What, Oh What to Read and Write in 2019

Okay, so we’re almost two months into 2019. What’s been going on in the world of this blog?

2019: What’s happening?

Savoring new publications written by friends

  • If you like fairy tales, philosophy, and the fantastic, Jonathan Duckworth’s chapbook Book of Never is well worth your time.
  • Copies of other friends’ books are on their way: Chloe Firetto-Toomey’s Little Cauliflower and Angie Trudell Vasquez’s In Light, Always Light. Can’t wait to read these!
  • My professors Denise Duhamel and Julie Marie Wade have a brand new collaborative memoir (!) called The Unrhymables. Here’s a collaborative interview they published a few years ago.
  • I was (finally) able to get my hands on a copy of Noel Pabillo Mariano’s wonderful chapbook dispatches from the mushroom kingdom. Perhaps you, like me, have some nostalgia for Mario Bros. video games, but who would have thought that the game could be translated into beautiful meditations on brotherhood and the hero’s journey?
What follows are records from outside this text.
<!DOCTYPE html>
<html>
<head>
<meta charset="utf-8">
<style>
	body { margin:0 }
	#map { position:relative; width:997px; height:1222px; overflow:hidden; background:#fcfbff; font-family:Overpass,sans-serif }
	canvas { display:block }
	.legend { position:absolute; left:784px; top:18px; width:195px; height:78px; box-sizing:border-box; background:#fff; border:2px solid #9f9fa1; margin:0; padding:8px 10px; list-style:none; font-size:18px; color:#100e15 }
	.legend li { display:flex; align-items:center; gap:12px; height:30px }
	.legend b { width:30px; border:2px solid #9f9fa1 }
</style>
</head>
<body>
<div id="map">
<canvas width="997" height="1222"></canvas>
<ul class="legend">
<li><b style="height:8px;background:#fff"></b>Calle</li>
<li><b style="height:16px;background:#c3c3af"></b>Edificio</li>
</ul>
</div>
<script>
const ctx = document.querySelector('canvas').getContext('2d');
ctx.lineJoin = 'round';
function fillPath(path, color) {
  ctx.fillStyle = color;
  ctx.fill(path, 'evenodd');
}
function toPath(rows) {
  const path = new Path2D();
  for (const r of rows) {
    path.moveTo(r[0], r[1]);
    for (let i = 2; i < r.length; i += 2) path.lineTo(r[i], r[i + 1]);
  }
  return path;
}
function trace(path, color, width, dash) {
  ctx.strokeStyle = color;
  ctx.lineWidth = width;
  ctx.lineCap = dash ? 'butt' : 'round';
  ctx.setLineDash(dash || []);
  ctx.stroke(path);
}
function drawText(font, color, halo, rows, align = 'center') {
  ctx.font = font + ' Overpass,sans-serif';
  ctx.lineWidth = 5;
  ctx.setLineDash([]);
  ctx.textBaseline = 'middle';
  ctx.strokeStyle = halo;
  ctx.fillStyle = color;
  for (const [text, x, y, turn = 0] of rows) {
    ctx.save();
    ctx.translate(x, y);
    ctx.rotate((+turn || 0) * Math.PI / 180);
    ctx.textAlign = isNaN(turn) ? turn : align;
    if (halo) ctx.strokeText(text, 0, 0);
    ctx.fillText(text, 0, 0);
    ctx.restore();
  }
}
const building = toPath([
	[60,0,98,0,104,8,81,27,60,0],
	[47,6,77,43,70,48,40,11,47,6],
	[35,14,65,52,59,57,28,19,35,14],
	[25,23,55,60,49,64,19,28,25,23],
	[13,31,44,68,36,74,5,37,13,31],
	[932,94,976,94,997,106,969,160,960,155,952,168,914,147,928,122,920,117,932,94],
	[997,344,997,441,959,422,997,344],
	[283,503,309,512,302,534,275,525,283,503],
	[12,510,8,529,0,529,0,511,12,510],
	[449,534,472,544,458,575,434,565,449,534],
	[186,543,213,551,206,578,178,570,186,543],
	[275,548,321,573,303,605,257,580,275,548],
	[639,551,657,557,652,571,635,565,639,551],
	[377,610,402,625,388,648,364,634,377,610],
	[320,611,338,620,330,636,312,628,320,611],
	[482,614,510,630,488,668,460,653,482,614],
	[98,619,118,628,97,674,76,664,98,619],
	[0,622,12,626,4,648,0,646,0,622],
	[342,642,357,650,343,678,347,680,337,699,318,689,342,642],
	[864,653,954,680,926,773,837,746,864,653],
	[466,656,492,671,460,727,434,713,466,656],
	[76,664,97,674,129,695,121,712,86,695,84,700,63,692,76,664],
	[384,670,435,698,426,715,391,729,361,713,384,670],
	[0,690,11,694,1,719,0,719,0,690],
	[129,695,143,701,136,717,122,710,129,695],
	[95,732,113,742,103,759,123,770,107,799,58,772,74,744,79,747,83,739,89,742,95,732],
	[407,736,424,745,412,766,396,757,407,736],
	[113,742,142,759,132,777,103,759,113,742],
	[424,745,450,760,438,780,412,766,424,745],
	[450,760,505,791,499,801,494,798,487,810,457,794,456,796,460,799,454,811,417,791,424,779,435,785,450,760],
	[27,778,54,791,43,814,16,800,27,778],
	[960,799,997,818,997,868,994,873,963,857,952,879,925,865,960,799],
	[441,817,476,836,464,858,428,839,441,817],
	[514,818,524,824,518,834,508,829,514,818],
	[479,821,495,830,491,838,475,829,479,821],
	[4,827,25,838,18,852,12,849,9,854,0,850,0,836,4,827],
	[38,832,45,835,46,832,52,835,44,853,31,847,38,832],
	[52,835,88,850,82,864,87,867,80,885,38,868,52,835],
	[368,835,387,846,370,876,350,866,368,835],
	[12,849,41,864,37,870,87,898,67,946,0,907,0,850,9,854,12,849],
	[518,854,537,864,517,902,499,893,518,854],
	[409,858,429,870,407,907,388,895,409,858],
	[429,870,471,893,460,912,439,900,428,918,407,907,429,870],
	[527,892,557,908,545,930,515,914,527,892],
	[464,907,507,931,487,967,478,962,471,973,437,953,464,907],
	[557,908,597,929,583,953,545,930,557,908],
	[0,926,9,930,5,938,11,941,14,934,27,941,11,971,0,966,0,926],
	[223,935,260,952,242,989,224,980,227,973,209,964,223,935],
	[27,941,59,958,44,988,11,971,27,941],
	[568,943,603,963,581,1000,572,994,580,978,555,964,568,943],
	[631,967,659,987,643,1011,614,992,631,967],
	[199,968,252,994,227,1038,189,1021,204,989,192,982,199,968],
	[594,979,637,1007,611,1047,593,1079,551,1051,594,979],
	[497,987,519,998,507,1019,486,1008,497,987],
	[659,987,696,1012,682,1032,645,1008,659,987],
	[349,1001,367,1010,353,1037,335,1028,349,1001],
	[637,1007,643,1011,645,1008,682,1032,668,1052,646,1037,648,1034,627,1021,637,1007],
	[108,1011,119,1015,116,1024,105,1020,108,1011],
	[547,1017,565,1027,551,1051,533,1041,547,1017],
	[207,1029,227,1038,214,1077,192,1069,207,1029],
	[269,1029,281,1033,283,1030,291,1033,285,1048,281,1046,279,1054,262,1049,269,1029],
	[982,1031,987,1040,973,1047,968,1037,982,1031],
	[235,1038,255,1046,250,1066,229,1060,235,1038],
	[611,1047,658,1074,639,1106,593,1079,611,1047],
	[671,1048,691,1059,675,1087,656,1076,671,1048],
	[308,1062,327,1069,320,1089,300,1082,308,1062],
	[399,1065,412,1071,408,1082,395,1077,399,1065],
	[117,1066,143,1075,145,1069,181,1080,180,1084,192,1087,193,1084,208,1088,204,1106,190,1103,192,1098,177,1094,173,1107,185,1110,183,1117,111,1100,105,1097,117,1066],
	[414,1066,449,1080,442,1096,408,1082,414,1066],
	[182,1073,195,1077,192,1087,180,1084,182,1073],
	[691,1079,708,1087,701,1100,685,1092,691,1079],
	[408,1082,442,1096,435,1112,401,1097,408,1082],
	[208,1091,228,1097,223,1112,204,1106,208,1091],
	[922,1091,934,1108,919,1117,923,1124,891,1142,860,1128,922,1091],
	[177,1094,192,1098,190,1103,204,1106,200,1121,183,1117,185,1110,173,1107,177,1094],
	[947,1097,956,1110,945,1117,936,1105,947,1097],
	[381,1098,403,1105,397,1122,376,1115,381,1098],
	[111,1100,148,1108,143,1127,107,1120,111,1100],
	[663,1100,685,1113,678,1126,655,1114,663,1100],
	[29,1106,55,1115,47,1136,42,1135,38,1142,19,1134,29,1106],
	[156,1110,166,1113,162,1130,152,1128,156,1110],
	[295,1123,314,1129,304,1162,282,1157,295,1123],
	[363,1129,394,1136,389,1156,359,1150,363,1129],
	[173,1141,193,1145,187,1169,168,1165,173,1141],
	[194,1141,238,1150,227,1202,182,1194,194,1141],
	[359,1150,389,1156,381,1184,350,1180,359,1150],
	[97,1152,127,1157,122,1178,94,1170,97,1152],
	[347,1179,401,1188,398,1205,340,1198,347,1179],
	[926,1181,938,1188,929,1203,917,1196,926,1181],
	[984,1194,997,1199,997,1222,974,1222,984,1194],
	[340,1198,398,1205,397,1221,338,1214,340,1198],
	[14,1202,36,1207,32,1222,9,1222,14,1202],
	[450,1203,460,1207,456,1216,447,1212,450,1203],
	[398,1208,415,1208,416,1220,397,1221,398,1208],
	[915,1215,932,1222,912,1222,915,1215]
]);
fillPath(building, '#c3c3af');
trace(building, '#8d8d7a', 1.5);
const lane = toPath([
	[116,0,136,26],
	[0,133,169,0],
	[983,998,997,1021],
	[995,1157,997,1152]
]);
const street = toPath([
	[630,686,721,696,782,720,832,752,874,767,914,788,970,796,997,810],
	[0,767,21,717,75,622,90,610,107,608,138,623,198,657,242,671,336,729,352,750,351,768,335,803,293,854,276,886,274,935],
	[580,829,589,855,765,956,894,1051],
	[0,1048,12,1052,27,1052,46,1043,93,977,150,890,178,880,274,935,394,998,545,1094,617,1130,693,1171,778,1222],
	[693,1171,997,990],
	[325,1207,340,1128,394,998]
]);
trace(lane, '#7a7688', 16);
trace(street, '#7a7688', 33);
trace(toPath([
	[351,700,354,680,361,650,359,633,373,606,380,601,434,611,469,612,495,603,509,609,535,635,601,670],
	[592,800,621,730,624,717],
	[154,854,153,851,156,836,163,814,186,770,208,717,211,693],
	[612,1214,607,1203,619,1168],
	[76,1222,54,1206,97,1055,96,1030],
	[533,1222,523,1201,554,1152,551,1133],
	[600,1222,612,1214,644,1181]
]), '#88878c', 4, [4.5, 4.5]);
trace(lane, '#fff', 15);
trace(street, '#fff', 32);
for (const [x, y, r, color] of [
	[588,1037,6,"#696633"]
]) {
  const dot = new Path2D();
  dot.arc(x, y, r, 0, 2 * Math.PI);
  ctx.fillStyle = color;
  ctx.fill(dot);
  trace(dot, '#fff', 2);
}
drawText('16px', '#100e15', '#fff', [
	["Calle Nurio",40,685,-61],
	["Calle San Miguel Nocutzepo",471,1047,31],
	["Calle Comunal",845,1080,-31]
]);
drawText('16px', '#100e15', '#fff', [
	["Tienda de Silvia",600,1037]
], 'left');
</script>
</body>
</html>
Celebrating poetry community

Reading and writing here in South Florida

  • I’ll be on a panel called “In Search of a Friendlier Climate: Miami as a Crossroads in Poetry and Nonfiction” with Jemercis Lazo and Terin Weinberg at the Crossroads of the Translantic Conference Student Humanities Conference at Nova Southeastern University. Let us know if you’ll also be there!
  • I’m teaching “The Writing on the Wall,” a poetry workshop through the Palm Beach Poetry Festival’s community outreach program on Saturday, March 2nd at 1:00 pm at Old School Square in Delray Beach. We will be examining metaphorical “walls” within poems. We’ll practice sizing the walls up, writing on them, and breaking them down. The workshop is 2.5 hours and costs $10. I’ll post a link to register once it becomes available.
  • 2019 is the year I will also have the pleasure of working with Reading Queer and O, Miami, two other poetry organizations I’ve admired since moving to the state! Stay tuned for more details involving typewriters, photo exhibits, poetry performance art, and more…

What are your goals in 2019?

This year is, in many ways, off to a hard start, especially thinking about our country and our world. It is hard, I think, to hold all of it at once, mentally, emotionally, and otherwise. What kinds of activism have you been doing to address the major issues we’re facing collectively?

The flip side of that question is this: How have you been taking care of yourself? These are just a few of the questions I want to blog and dialogue about as the year goes on.